There are only 891 days left for the realization of the Asean Community. Time is running out. The member countries have yet to implement the required action plans in the three pillars—political, economic and social. The roadmap to the community-building has already pinpointed a total of 667 action lines. Granted all action lines are fully implemented, it does not mean that the community-building is complete. This is an evolutionary process which has to continue and engage the citizens of Asean.
Seriously, has any one bothered to ask how many countries have really looked into these schemes and worked out systematic implementation of these recommendations ahead of the deadline of Asean Community. When the deadline  is approaching, the AC  might very well be just an empty promise.
One of the biggest challenges of Asean is not what their leaders want to do but what their citizens inspired to be. The Secretary and Asean Secretariat have the duty to turn these inspirations into tangible outcomes. In fact, their leaders come and go but the 600 million Asean citizens will remain the cradle of the whole region. Asean is a still a top down organization even with the adoption of the charter in 2008. However, of late there have more consultations between the secretariat and stakeholders, which is now becoming indispensable. What virtues do they have if the Asean leaders simply do not understand the needs of their own peoples. For better or for worse, the future of Asean is in their hands. If they are proactive, they would drive the people-centered community building further. If they are passive, they would be held hostage by their leaders as being played out at annual conferences.

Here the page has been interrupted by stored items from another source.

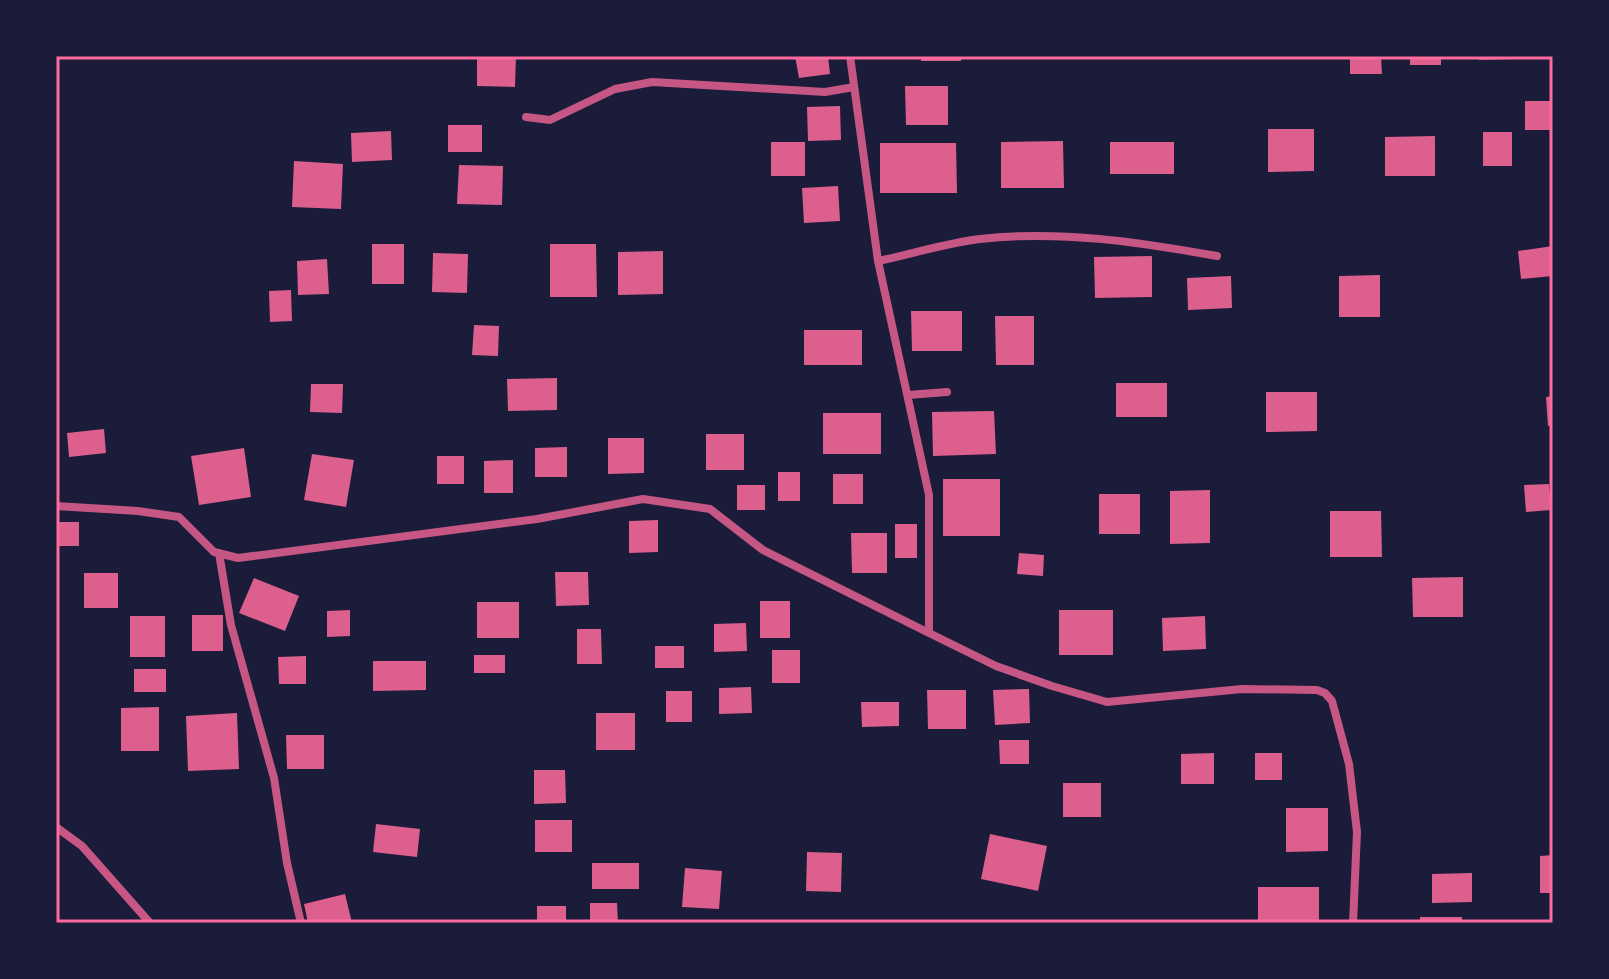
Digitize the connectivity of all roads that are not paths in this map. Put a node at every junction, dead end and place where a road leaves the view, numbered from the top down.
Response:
1 (850, 56) edge
2 (854, 87) junction
3 (526, 117) dead end
4 (1217, 256) dead end
5 (878, 261) junction
6 (947, 392) dead end
7 (908, 395) junction
8 (56, 506) edge
9 (219, 553) junction
10 (929, 633) junction
11 (56, 827) edge
12 (150, 923) edge
13 (301, 923) edge
14 (1353, 923) edge

1 - 2 street
2 - 3 street
2 - 5 street
4 - 5 street
5 - 7 street
6 - 7 street
7 - 10 street
8 - 9 street
9 - 10 street
9 - 13 street
10 - 14 street
11 - 12 street

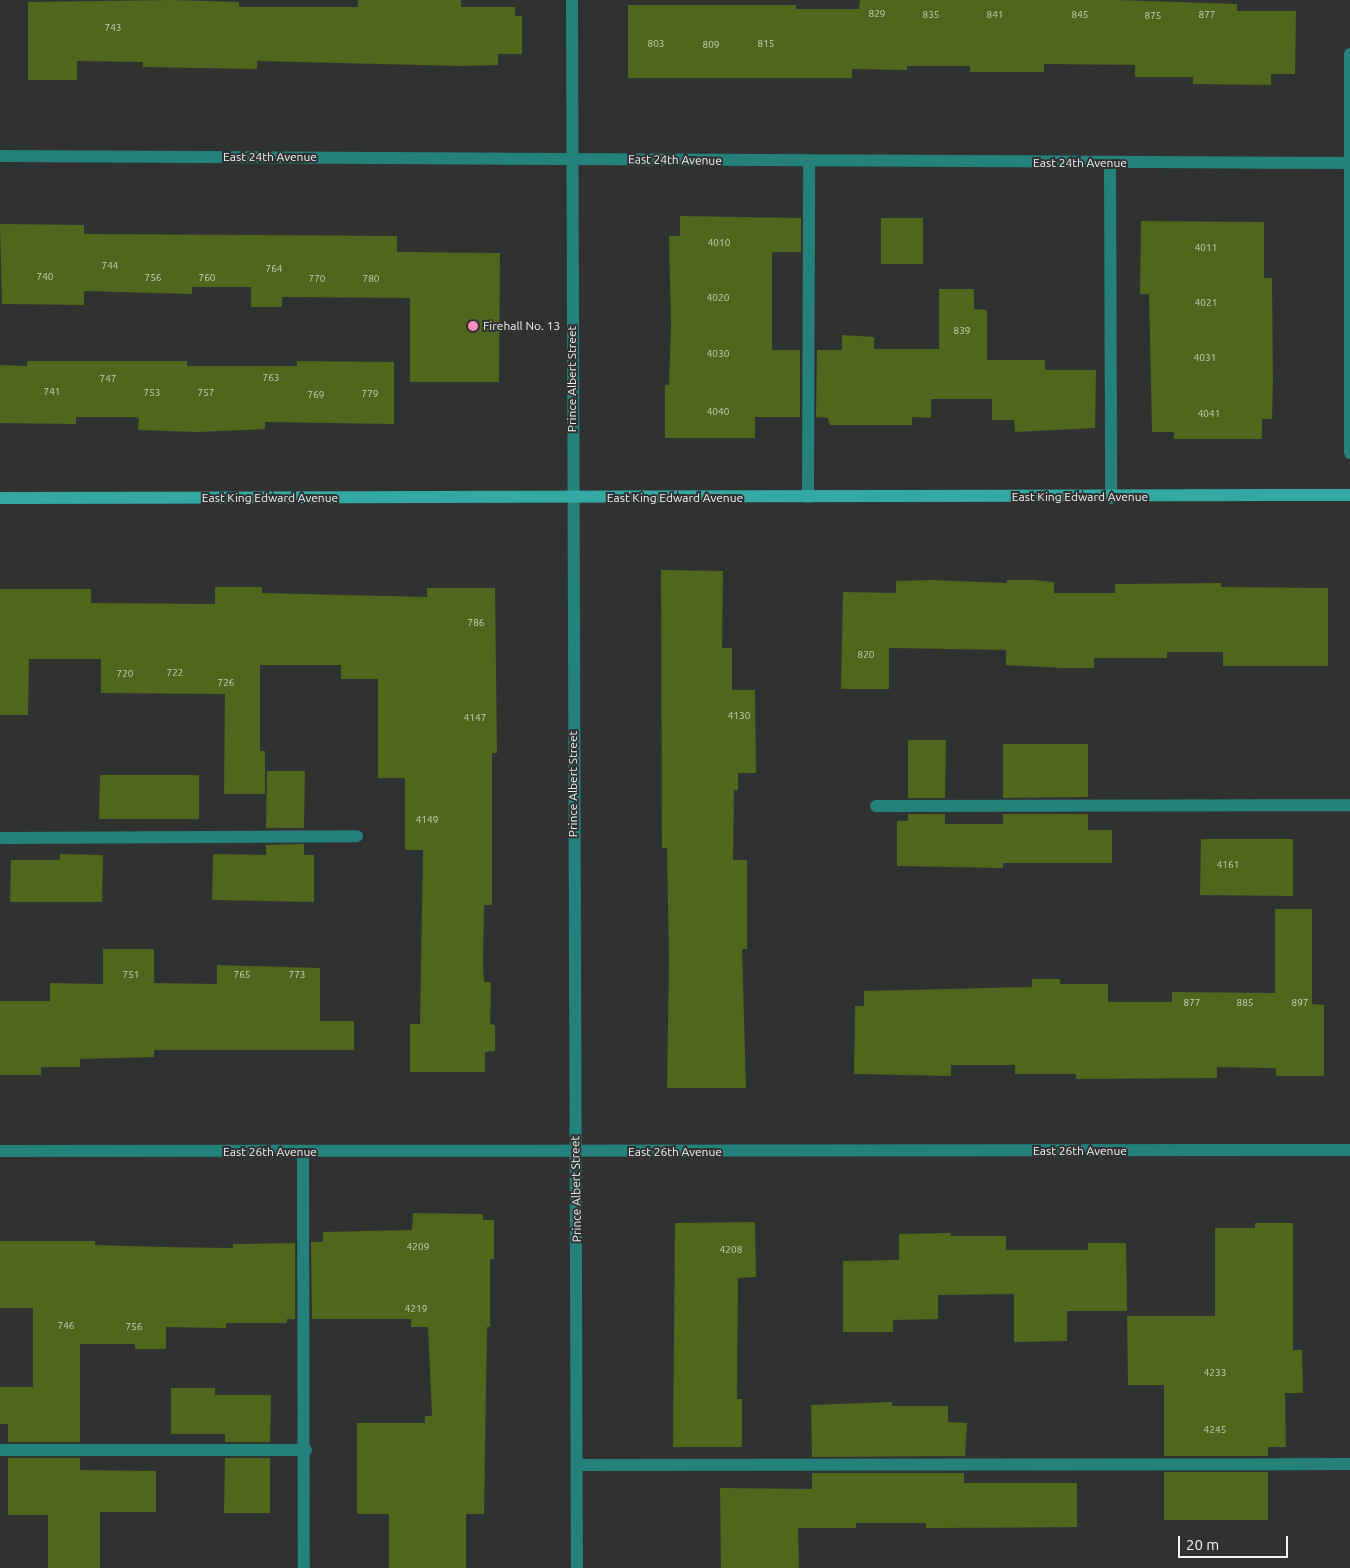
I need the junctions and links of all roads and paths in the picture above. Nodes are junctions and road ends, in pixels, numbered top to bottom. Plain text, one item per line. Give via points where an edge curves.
1 (572, 0) edge
2 (1350, 54) edge
3 (0, 156) edge
4 (571, 159) junction
5 (809, 162) junction
6 (1110, 163) junction
7 (1350, 163) edge
8 (1350, 452) edge
9 (1350, 495) edge
10 (0, 498) edge
11 (572, 498) junction
12 (808, 498) junction
13 (1111, 498) junction
14 (1350, 805) edge
15 (876, 806) dead end
16 (357, 836) dead end
17 (0, 838) edge
18 (1350, 1150) edge
19 (0, 1151) edge
20 (575, 1152) junction
21 (304, 1153) junction
22 (0, 1450) edge
23 (306, 1450) junction
24 (1350, 1464) edge
25 (577, 1465) junction
26 (304, 1568) edge
27 (577, 1568) edge

1 - 4 street, Prince Albert Street
2 - 7 street
3 - 4 street, East 24th Avenue
4 - 5 street, East 24th Avenue
4 - 11 street, Prince Albert Street
5 - 6 street, East 24th Avenue
5 - 12 street
6 - 7 street, East 24th Avenue
6 - 13 street
7 - 8 street
9 - 13 main road, East King Edward Avenue
10 - 11 main road, East King Edward Avenue
11 - 12 main road, East King Edward Avenue
11 - 20 street, Prince Albert Street
12 - 13 main road, East King Edward Avenue
14 - 15 street
16 - 17 street
18 - 20 street, East 26th Avenue
19 - 21 street, East 26th Avenue
20 - 21 street, East 26th Avenue
20 - 25 street, Prince Albert Street
21 - 23 street
22 - 23 street
23 - 26 street
24 - 25 street
25 - 27 street, Prince Albert Street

Frankly speaking the Asean leaders do not have the capacity to follow or implement the nitty-gritty of Asean projects at the regional level. In fact, how many Asean leaders really understand the concept of regionalism that is emerging, for instance? The Asean charter will be the subject of review next year when Brunei is chairing Asean. The role of Secretary General and the strengthening of Asean Secretariat will certainly be on top agenda.